[Stored items]
▼

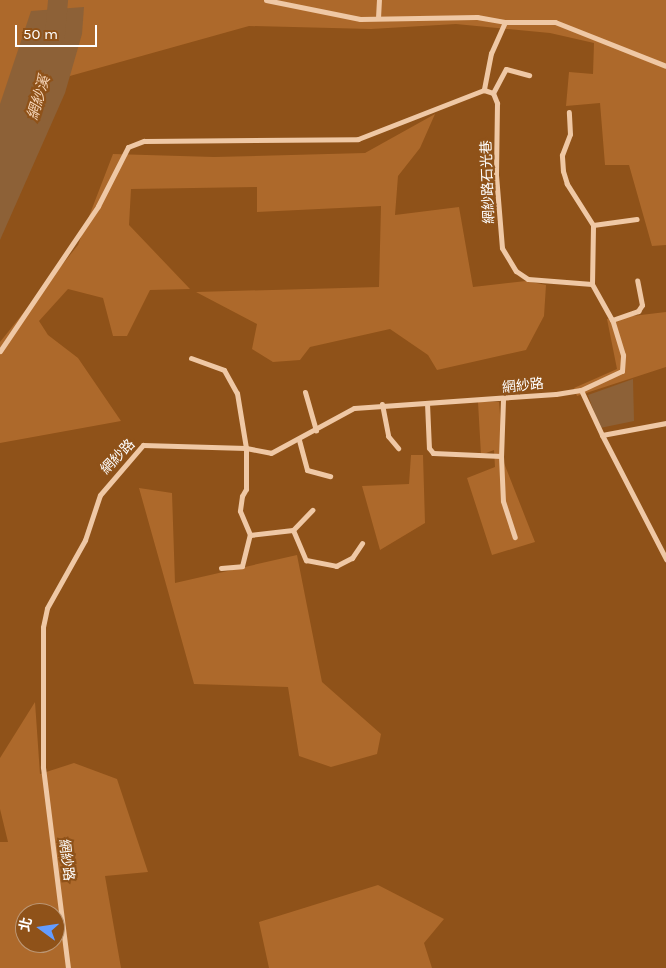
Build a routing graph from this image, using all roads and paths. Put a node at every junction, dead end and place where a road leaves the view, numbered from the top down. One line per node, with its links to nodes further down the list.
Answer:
1 (266, 0): 3 (street)
2 (379, 0): 3 (street)
3 (378, 18): 4 (street)
4 (505, 22): 5 (street); 7 (street)
5 (666, 66)
6 (529, 75): 8 (street)
7 (484, 90): 8 (street); 15 (street)
8 (493, 93): 13 (street, 網紗路石光巷)
9 (570, 112): 11 (street)
10 (637, 219): 11 (street)
11 (593, 225): 13 (street)
12 (637, 280): 14 (street)
13 (592, 284): 14 (street)
14 (612, 320): 17 (street)
15 (0, 351)
16 (190, 358): 26 (street)
17 (581, 390): 19 (street, 網紗路); 24 (street)
18 (305, 392): 23 (street)
19 (503, 400): 20 (street, 網紗路); 28 (street)
20 (427, 403): 21 (street, 網紗路); 28 (street)
21 (382, 404): 23 (street, 網紗路); 27 (street)
22 (666, 423): 24 (street)
23 (316, 430): 25 (street, 網紗路)
24 (602, 435): 35 (street)
25 (299, 440): 26 (street, 網紗路); 29 (street)
26 (246, 448): 32 (street); 37 (street, 網紗路)
27 (398, 448)
28 (501, 456): 33 (street)
29 (330, 476)
30 (312, 510): 31 (street)
31 (293, 530): 32 (street); 34 (street)
32 (250, 534): 36 (street)
33 (515, 537)
34 (362, 543)
35 (666, 559)
36 (221, 568)
37 (68, 968)

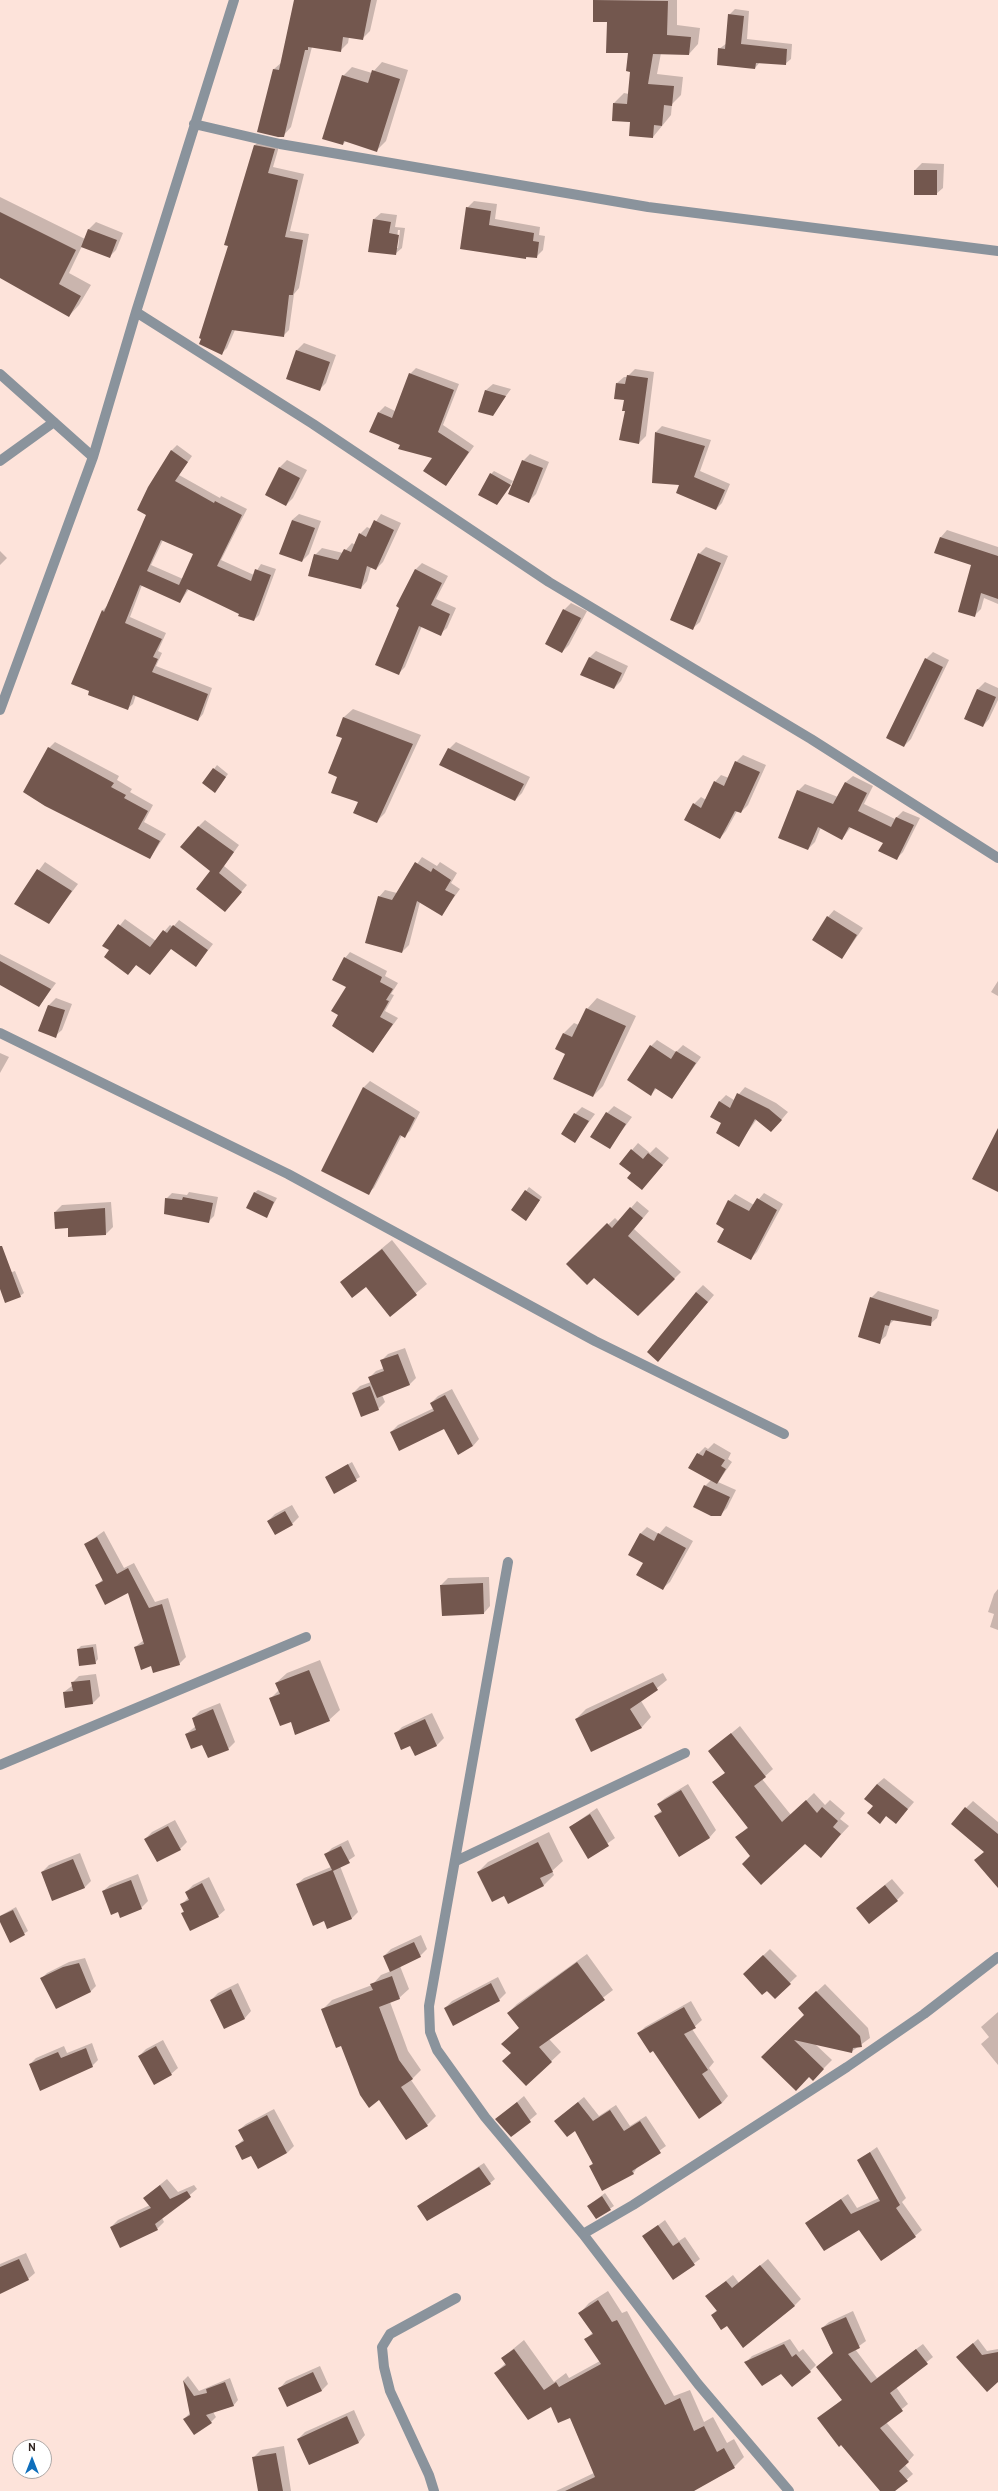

▲

#### What is being asked
Copy all the records word for word and keep the pictures out.

#### Solution to this exercise
Build a routing graph from this image, using all roads and paths. Put a node at every junction, dead end and place where a road leaves the view, numbered from the top down. One line per node, with its links to nodes further down the list.
Answer:
1 (266, 0): 3 (street)
2 (379, 0): 3 (street)
3 (378, 18): 4 (street)
4 (505, 22): 5 (street); 7 (street)
5 (666, 66)
6 (529, 75): 8 (street)
7 (484, 90): 8 (street); 15 (street)
8 (493, 93): 13 (street, 網紗路石光巷)
9 (570, 112): 11 (street)
10 (637, 219): 11 (street)
11 (593, 225): 13 (street)
12 (637, 280): 14 (street)
13 (592, 284): 14 (street)
14 (612, 320): 17 (street)
15 (0, 351)
16 (190, 358): 26 (street)
17 (581, 390): 19 (street, 網紗路); 24 (street)
18 (305, 392): 23 (street)
19 (503, 400): 20 (street, 網紗路); 28 (street)
20 (427, 403): 21 (street, 網紗路); 28 (street)
21 (382, 404): 23 (street, 網紗路); 27 (street)
22 (666, 423): 24 (street)
23 (316, 430): 25 (street, 網紗路)
24 (602, 435): 35 (street)
25 (299, 440): 26 (street, 網紗路); 29 (street)
26 (246, 448): 32 (street); 37 (street, 網紗路)
27 (398, 448)
28 (501, 456): 33 (street)
29 (330, 476)
30 (312, 510): 31 (street)
31 (293, 530): 32 (street); 34 (street)
32 (250, 534): 36 (street)
33 (515, 537)
34 (362, 543)
35 (666, 559)
36 (221, 568)
37 (68, 968)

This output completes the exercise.